Accord militaire historique entre le Nigeria et le Cameroun pour sécuriser leurs frontières
Un partenariat renforcé pour la sécurité frontalière entre le Nigeria et le Cameroun
À Yaoundé, les autorités nigérianes et camerounaises ont scellé un accord historique visant à consolider la stabilité le long de leur frontière commune. Ce traité de défense renforce la coordination des forces armées, optimise le partage des informations stratégiques et encourage une collaboration approfondie dans les domaines de la formation militaire et de l’industrie de l’armement.
- Sécurité
Le Nigeria et le Cameroun ont officialisé leur engagement mutuel à travers un mémorandum d’entente ambitieux, axé sur l’intensification de leur collaboration militaire pour une protection optimale de leur frontière méridionale. Cette entente, signée dans la capitale camerounaise, a été paraphée par le général Christopher Gwabin Musa, ancien ministre nigérian de la Défense, et Joseph Beti Assomo, ministre délégué à la Présidence chargé de la Défense au Cameroun.
Les deux jours de négociations intensives ont réuni des experts militaires et des responsables sécuritaires des deux nations, aboutissant à un cadre opérationnel actualisé. Ce document stratégique définit les modalités de réponse aux enjeux sécuritaires terrestres et maritimes partagés, avec une attention particulière portée à la lutte contre les menaces transfrontalières. L’accord prévoit notamment un renforcement des opérations conjointes, une mutualisation des renseignements, un appui logistique accru, des programmes de formation militaire partagés ainsi que des échanges réguliers de personnels entre les deux armées.
Lors de sa prise de parole, le général Musa a souligné que cet accord « établit un socle solide pour structurer la coopération militaire entre nos deux pays ». Il a également mis en avant l’importance de cet engagement pour standardiser les réponses face aux défis sécuritaires communs.

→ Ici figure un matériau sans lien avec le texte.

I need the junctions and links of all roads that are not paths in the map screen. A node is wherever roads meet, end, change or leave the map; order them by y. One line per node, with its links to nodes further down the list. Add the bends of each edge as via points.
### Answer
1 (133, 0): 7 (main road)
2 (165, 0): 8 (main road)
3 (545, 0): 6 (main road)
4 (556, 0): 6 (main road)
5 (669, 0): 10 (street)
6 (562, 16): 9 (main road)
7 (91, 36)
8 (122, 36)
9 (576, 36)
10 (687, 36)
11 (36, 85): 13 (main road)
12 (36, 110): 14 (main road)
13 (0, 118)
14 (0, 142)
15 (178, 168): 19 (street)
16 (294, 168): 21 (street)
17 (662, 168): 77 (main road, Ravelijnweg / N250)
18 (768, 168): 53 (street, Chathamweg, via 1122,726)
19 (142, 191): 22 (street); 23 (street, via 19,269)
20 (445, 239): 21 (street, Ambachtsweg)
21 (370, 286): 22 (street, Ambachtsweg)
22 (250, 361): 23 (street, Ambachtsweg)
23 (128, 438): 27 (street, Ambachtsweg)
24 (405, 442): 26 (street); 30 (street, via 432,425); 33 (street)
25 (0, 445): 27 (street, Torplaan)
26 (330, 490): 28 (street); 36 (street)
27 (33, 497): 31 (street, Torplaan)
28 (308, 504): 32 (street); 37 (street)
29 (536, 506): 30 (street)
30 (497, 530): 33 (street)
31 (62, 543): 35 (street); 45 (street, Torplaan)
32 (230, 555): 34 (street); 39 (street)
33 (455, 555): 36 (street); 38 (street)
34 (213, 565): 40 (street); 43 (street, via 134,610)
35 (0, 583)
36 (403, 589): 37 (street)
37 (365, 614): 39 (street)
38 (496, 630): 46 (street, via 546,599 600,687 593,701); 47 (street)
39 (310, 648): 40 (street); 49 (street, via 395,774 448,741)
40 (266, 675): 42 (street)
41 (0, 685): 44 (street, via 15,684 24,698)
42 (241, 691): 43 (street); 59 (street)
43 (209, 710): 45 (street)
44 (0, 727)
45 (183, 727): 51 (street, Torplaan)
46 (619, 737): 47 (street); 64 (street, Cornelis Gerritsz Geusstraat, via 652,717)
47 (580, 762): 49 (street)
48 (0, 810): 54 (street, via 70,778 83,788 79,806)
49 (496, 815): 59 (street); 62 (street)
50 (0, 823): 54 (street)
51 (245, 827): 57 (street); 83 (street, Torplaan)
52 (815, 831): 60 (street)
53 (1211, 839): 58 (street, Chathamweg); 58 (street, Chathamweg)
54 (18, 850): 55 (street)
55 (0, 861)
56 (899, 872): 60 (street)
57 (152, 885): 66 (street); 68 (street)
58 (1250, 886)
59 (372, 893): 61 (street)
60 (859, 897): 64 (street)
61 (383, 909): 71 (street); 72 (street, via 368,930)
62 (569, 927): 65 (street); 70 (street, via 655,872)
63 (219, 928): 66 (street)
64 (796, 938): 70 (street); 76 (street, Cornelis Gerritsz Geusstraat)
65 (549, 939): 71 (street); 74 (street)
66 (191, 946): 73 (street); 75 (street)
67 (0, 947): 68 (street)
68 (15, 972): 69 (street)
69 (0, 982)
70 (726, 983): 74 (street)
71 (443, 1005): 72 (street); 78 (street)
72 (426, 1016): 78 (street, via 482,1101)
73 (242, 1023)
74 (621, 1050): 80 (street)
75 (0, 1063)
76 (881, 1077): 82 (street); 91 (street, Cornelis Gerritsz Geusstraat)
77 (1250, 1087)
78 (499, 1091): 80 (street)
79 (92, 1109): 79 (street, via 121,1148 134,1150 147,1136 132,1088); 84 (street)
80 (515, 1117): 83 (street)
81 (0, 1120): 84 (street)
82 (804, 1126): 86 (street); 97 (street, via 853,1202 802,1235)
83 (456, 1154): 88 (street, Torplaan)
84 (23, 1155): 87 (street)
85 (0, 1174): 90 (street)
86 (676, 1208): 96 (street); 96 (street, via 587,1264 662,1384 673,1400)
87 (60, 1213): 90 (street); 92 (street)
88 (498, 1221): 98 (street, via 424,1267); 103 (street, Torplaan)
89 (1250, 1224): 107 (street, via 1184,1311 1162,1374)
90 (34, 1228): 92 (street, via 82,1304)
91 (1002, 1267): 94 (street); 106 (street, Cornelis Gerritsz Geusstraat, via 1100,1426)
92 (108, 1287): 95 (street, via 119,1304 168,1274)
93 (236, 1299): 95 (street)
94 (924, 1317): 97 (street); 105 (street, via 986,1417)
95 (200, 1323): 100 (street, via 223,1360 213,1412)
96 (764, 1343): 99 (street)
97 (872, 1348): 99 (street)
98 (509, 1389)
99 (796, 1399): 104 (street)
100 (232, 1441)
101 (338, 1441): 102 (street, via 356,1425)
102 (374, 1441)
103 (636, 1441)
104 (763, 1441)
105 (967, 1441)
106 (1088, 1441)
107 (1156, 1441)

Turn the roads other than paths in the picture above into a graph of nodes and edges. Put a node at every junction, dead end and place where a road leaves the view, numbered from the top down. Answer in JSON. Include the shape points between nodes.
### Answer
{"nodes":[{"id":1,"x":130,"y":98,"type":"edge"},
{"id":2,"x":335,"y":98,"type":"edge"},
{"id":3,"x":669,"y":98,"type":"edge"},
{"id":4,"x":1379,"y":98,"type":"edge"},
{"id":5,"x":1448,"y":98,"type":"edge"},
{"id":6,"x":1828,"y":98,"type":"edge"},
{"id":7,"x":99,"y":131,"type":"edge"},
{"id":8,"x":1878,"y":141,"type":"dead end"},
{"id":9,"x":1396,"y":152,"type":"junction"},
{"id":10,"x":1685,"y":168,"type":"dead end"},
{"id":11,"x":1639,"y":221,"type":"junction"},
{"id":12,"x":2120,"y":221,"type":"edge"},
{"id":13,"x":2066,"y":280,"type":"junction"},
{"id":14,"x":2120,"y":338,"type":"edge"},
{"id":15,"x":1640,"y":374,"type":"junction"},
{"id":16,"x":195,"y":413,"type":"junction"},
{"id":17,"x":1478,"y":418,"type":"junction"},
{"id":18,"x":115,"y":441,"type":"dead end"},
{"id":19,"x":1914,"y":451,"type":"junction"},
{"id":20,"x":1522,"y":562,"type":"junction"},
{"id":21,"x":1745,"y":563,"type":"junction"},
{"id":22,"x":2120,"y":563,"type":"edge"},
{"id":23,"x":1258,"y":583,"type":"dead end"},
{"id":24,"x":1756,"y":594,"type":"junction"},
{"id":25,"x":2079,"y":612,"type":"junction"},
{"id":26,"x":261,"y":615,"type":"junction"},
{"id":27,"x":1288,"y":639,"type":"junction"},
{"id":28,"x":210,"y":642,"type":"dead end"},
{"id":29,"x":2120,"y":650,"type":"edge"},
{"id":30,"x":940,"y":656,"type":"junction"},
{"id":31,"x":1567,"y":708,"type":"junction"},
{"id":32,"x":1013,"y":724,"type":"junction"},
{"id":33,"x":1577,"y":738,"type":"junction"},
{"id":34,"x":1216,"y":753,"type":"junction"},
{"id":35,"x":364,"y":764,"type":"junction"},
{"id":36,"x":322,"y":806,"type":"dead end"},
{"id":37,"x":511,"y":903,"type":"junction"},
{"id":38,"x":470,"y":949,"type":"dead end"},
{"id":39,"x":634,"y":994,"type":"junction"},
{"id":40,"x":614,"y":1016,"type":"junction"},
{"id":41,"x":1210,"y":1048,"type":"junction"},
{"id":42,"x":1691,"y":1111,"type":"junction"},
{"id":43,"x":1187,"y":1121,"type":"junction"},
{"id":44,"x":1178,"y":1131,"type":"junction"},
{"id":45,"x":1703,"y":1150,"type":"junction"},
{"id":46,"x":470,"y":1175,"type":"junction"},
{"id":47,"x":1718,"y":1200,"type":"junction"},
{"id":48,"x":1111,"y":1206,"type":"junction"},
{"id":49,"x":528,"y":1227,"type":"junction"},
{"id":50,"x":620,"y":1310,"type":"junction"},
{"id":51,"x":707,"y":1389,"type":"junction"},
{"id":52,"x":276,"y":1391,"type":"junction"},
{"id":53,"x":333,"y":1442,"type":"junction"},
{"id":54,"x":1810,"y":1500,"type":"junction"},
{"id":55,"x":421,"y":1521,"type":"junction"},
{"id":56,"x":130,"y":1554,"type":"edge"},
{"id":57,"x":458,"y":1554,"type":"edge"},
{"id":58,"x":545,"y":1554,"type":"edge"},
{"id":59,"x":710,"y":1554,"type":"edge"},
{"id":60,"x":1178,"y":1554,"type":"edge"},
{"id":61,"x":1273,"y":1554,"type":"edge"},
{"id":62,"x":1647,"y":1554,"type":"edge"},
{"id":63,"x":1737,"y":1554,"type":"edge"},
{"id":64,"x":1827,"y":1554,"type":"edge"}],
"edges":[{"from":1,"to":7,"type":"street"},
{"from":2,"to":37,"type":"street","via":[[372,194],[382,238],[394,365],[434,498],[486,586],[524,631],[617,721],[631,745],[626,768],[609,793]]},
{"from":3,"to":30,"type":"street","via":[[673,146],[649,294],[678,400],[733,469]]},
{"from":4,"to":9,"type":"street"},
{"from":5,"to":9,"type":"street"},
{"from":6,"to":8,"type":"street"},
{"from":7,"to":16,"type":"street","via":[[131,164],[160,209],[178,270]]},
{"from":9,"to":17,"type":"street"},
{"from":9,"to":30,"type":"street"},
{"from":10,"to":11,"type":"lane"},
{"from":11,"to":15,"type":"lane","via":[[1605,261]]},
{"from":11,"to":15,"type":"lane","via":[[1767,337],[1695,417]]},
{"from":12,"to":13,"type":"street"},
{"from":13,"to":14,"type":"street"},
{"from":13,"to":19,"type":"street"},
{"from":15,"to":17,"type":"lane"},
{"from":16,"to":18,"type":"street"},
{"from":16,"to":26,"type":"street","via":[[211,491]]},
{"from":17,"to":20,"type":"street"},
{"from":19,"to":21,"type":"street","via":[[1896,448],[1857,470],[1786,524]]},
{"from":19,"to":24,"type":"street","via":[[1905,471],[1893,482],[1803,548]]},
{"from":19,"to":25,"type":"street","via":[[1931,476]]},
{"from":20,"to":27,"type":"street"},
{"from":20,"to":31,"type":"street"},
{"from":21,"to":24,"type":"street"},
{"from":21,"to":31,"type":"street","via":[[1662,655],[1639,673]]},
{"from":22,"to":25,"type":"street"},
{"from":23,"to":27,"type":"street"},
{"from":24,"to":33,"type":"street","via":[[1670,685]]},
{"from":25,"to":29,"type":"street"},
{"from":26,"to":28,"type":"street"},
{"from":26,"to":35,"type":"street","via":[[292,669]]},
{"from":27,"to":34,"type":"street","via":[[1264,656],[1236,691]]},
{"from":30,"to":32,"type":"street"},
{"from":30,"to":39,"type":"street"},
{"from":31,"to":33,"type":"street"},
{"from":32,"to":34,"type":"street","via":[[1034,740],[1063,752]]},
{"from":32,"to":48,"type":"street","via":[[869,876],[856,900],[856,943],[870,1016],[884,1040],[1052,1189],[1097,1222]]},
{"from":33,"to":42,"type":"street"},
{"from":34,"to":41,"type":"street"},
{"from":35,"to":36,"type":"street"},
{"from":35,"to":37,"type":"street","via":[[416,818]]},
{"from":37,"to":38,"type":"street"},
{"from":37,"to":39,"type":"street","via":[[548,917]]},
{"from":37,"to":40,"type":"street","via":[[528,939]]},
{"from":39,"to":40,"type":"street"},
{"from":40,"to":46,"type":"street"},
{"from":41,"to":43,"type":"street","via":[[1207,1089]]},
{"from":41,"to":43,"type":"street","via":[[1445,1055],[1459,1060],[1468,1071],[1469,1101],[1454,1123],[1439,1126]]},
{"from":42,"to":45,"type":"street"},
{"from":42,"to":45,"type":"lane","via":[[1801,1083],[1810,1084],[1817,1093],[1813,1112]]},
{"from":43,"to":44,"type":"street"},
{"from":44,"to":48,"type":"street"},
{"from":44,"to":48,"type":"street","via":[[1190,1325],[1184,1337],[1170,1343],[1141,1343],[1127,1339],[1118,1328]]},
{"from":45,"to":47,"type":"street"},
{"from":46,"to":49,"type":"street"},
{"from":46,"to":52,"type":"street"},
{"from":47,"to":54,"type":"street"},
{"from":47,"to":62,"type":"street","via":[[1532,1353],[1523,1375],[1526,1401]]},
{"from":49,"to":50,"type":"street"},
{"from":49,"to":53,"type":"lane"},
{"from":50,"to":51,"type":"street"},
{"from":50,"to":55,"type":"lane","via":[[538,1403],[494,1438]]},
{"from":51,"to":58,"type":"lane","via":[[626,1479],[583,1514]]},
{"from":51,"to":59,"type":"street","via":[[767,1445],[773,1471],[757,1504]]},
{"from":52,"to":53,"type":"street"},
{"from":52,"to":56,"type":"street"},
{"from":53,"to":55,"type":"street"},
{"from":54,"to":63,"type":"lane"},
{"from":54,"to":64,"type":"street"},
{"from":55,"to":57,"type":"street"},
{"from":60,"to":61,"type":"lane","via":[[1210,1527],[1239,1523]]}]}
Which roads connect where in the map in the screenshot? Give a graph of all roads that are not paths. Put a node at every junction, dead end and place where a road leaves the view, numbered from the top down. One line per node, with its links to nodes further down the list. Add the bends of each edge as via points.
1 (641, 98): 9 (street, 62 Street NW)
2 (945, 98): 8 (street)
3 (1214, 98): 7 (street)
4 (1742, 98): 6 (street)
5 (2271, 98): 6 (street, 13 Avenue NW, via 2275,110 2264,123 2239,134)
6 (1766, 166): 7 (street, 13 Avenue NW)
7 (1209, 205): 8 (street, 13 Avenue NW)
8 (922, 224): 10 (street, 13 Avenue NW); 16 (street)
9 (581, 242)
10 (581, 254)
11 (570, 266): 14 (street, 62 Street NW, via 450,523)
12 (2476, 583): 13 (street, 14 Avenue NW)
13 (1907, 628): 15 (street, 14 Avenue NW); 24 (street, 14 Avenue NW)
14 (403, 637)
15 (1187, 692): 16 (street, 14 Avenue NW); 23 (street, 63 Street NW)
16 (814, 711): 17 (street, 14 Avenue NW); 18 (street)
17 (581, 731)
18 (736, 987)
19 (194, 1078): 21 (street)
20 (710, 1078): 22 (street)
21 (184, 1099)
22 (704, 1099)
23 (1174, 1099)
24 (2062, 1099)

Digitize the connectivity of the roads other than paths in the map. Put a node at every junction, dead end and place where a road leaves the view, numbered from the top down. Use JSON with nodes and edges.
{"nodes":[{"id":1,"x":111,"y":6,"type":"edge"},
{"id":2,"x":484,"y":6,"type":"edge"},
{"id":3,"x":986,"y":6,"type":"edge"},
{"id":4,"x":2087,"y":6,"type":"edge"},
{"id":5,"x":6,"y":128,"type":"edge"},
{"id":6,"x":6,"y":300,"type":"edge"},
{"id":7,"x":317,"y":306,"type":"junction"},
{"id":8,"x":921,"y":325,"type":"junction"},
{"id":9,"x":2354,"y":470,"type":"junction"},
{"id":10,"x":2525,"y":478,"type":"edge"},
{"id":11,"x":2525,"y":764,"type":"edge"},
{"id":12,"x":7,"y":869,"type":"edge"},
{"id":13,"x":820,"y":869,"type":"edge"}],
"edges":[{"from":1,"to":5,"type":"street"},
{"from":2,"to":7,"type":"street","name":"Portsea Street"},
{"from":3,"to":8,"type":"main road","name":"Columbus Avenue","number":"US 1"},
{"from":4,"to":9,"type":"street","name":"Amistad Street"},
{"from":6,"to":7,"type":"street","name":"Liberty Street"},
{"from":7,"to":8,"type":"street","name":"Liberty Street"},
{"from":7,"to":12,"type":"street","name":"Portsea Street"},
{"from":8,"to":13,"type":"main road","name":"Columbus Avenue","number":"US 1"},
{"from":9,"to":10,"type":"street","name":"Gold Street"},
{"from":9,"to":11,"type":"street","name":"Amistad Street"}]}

Les discussions ont également mis en lumière la Force opérationnelle conjointe maritime du golfe de Guinée, jugée essentielle pour sécuriser les eaux régionales et préserver les intérêts économiques des deux États. Les responsables ont insisté sur la nécessité de rendre cette structure pleinement fonctionnelle dans les meilleurs délais.
L’industrie de la défense a occupé une place centrale dans les échanges. Le Nigeria a réaffirmé sa volonté de tisser des partenariats technologiques avec le Cameroun, reconnaissant que « l’un des principaux freins au développement des capacités militaires africaines reste la dépendance aux importations d’équipements ». Le général Musa a présenté les atouts du Nigeria en matière de fabrication locale d’armements, tout en ouvrant la porte à des projets communs incluant le transfert de technologies, l’innovation et le renforcement des compétences.
Joseph Beti Assomo a, quant à lui, exprimé l’intérêt marqué du Cameroun pour approfondir la coopération bilatérale dans les technologies de défense. Il a annoncé qu’un cadre formel de propositions était en cours d’élaboration pour concrétiser des initiatives conjointes dans ce secteur stratégique, marquant ainsi une volonté commune de renforcer l’autonomie industrielle des deux pays.